Le pastel tendre (ou pastel sec) sur des supports petits formats. La réponse technique de l’Artisan Pastellier et la réponse artistique de Marie-Lydie Joffre à une question de Bernard B.

Bonjour,

J’ai découvert votre site par la revue d’art et décoration du mois d’octobre et étant passionné (amateur) de dessin “pastel” et sachant que vous êtes fabricant de pastels secs, une idée me traverse l’esprit depuis un certain temps : peindre des tableaux de grande ou moyenne taille convient très bien au pastel, dès que la taille est réduite, on est souvent obligé d’utiliser le crayon pastel qui, il faut bien le dire n’est pas très pratique car il faut sans cesse le tailler et bien souvent le pastel très tendre casse et il faut constamment recommencer l’opération. Il m’est arrivé de tailler un crayon pastel et de ne jamais réussir à avoir une mine correcte, à chaque fois la mine cédée !!

La question que je voudrai vous poser est la suivante :

– Ne peut-on pas fabriquer un crayon pastel comme ces mines “HB crayon de papier” que l’on insère dans un stylo à poussoir ?

J’insiste encore un peu sur mon crayon pastel (et je vous laisserai tranquille !) en vous joignant une photo d’un stylo que mon épouse utilise pour son maquillage et qui m’a donné cette idée. Ce stylo (Eyeliner) est retractable et possède encore un embout taille-mine (sharpener). Il est vrai que son coût doit être sûrement supérieur à un simple crayon !! Mais qu’est ce qu’il est pratique !

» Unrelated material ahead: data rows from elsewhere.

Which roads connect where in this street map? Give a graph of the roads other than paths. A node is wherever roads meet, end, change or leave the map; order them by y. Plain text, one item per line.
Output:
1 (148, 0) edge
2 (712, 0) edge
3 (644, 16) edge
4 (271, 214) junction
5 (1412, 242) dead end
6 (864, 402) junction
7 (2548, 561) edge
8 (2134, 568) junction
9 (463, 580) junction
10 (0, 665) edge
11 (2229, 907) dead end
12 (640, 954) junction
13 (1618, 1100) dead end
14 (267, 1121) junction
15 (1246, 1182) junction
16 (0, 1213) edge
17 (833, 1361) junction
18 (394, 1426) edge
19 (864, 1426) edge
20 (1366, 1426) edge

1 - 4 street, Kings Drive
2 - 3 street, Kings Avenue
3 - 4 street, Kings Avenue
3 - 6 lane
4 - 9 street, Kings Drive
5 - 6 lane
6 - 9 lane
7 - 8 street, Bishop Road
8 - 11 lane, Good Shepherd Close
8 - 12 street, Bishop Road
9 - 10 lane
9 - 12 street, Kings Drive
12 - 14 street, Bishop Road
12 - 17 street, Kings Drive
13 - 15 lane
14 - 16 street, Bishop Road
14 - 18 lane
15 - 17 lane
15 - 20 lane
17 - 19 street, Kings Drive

En vous remerciant par avance, recevez, Monsieur, Madame, mes sincères salutations.

La réponse technique de l’Artisan Pastellier

Cher Bernard,

Je ne m’étais jamais posé cette question. Pour les petits formats il est vrai que le pastel tendre est moins facile. Pour les petits détails où les petites surfaces on peut bien évidement travailler avec des éclats de pastels secs ou au crayon de pastel, voir les crayons de couleurs pour les détails très fins. En général pour les petits motifs au pastel tendre on évite de faire des choses trop finies et l’on évite de dessiner trop de détails en gardant un aspect plus flou. Les pastels durs sont mieux adaptés.

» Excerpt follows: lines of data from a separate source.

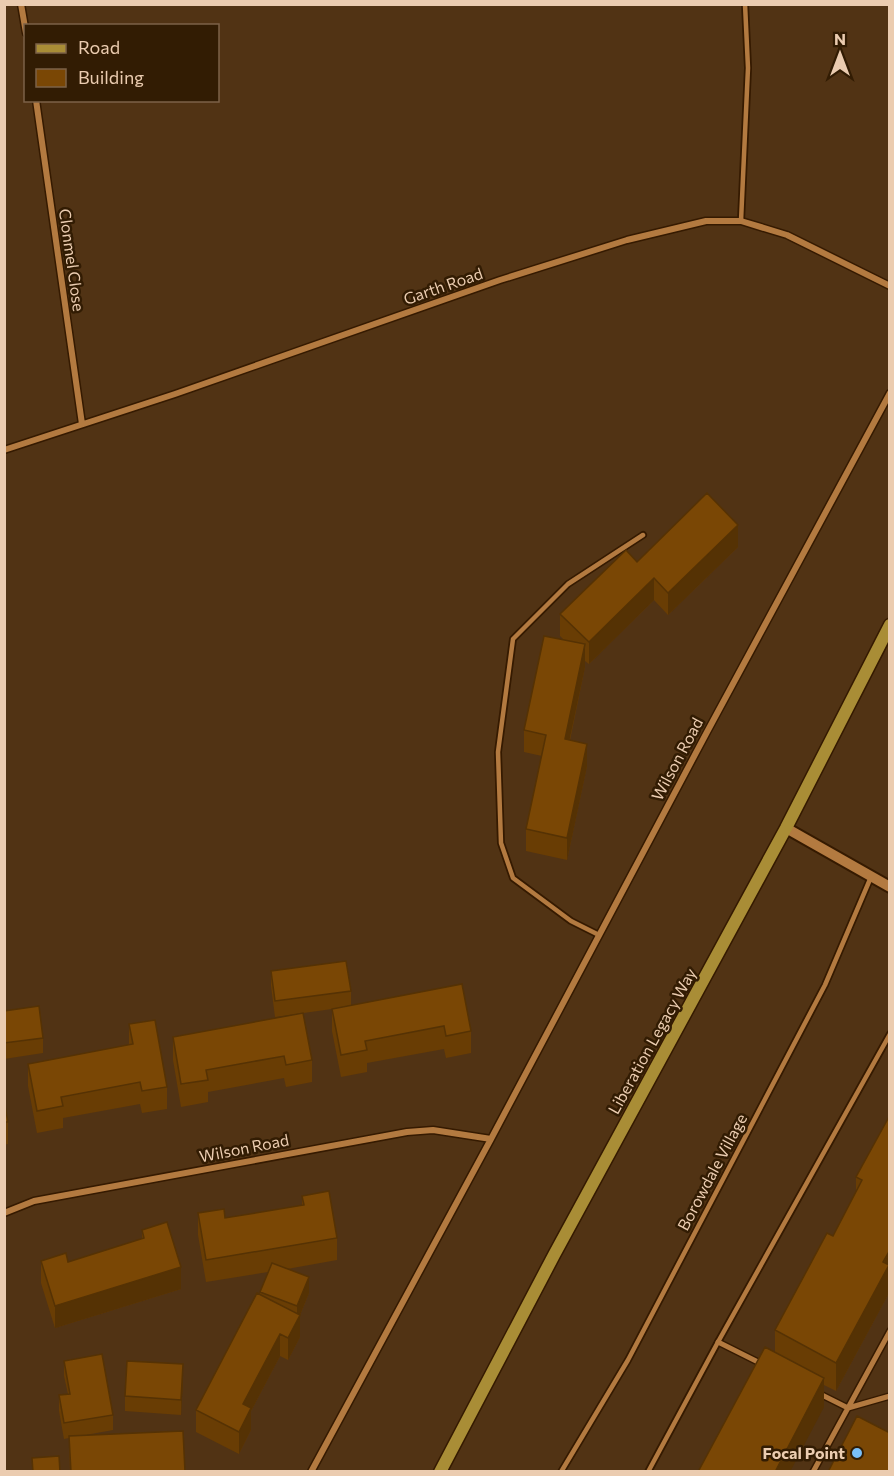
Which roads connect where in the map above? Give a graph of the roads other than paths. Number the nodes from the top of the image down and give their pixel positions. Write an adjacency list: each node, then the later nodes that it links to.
1 (21, 4): 3 (street)
2 (745, 4): 5 (lane)
3 (24, 24)
4 (36, 102): 8 (street, Clonmel Close)
5 (741, 221): 6 (street, Garth Road); 8 (street, Garth Road)
6 (890, 286)
7 (890, 393): 15 (street, Wilson Road)
8 (82, 424): 9 (street, Garth Road)
9 (4, 450)
10 (643, 535): 15 (lane)
11 (890, 625): 12 (main road, Liberation Legacy Way)
12 (786, 828): 13 (street); 26 (main road, Liberation Legacy Way)
13 (871, 877): 14 (street); 27 (lane, Borowdale Village)
14 (890, 887)
15 (599, 935): 17 (street, Wilson Road)
16 (890, 1034): 20 (lane)
17 (491, 1138): 18 (street, Wilson Road); 25 (street, Wilson Road)
18 (4, 1213)
19 (890, 1331): 24 (street)
20 (718, 1342): 21 (street); 28 (lane)
21 (768, 1367)
22 (808, 1388): 24 (street)
23 (890, 1396): 24 (street)
24 (848, 1408): 29 (street)
25 (311, 1472)
26 (440, 1472)
27 (561, 1472)
28 (648, 1472)
29 (813, 1472)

En ce qui concerne les mines, il existe les mines de crayons de couleurs mais le résultat n’est pas identiques car les mines de crayons contiennent de la cire et donc on perd le couvrant et la matité. De plus ce côté gras du crayon de couleur ne permet pas de repasser dessus du pastel tendre car il est maigre.

On peut probablement fabriquer une mine en pastel sec, mais elle sera très très fragile, et nécessiterai un diamètre minimum au moins aussi important que les crayons de pastel (voir plus) ainsi qu’un outil type critérium adapté parfaitement. Malheureusement, le marché pour un tel produit semble bien faible en contre-partie de l’investissement à réaliser. Il est donc peu probable qu’il voit le jour.

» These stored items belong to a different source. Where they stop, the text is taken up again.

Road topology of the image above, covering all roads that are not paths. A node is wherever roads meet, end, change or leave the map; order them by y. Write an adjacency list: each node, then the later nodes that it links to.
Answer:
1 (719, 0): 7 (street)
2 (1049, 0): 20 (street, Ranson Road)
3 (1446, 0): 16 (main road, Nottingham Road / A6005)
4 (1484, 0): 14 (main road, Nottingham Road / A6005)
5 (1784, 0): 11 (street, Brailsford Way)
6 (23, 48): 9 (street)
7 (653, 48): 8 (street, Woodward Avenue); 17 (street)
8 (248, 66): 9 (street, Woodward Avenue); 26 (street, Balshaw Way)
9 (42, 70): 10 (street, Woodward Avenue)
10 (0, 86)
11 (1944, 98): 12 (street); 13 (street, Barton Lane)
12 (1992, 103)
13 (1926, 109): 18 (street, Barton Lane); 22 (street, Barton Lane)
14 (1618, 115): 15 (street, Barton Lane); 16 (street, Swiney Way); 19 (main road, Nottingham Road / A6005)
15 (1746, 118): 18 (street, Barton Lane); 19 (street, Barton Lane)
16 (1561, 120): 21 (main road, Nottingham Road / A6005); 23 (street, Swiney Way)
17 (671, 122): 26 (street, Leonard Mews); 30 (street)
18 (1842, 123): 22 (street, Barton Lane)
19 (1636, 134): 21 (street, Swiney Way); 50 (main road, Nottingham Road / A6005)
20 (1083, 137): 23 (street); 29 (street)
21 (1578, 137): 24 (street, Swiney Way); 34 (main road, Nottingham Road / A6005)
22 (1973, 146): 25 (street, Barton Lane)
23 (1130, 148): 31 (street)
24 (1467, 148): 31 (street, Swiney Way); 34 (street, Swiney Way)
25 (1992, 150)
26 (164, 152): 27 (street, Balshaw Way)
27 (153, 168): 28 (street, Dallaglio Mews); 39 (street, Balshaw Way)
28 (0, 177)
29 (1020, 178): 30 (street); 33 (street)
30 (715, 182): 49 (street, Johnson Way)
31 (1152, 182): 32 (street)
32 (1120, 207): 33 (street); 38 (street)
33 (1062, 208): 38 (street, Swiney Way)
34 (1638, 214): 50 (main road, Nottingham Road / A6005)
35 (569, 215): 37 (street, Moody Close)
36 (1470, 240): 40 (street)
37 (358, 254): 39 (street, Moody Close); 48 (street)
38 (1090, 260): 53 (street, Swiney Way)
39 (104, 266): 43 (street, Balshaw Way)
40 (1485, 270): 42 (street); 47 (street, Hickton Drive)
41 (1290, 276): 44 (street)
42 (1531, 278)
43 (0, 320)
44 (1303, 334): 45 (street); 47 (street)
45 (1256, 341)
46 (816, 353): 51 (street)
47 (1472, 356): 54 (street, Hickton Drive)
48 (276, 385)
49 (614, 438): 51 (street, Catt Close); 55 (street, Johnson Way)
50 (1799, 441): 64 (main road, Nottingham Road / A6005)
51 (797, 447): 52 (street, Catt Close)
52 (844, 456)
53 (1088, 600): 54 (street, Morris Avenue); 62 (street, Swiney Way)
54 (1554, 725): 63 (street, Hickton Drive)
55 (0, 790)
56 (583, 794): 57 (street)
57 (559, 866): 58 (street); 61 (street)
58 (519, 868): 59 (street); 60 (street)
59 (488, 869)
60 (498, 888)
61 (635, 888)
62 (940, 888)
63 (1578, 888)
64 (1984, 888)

Peut être êtes-vous tombé sur un crayon pastel de mauvaise qualité, ou peut être que votre système pour le tailler est trop sévère et casse la mine au fur et à mesure.

Voilà, je ne peux malheureusement vous en dire plus.

J’ai oublié de vous rappeler que le eyeliner utilisé en cosmétique est plus un pastel gras et pas un pastel tendre. Mais je regarderai quand même c’est promis.

Cordialement.

La réponse artistique de Marie-Lydie JOFFRE

Cher Bernard,

voici une réponse très fouillée à votre question très intéressante que je vous prie de trouver ci dessous.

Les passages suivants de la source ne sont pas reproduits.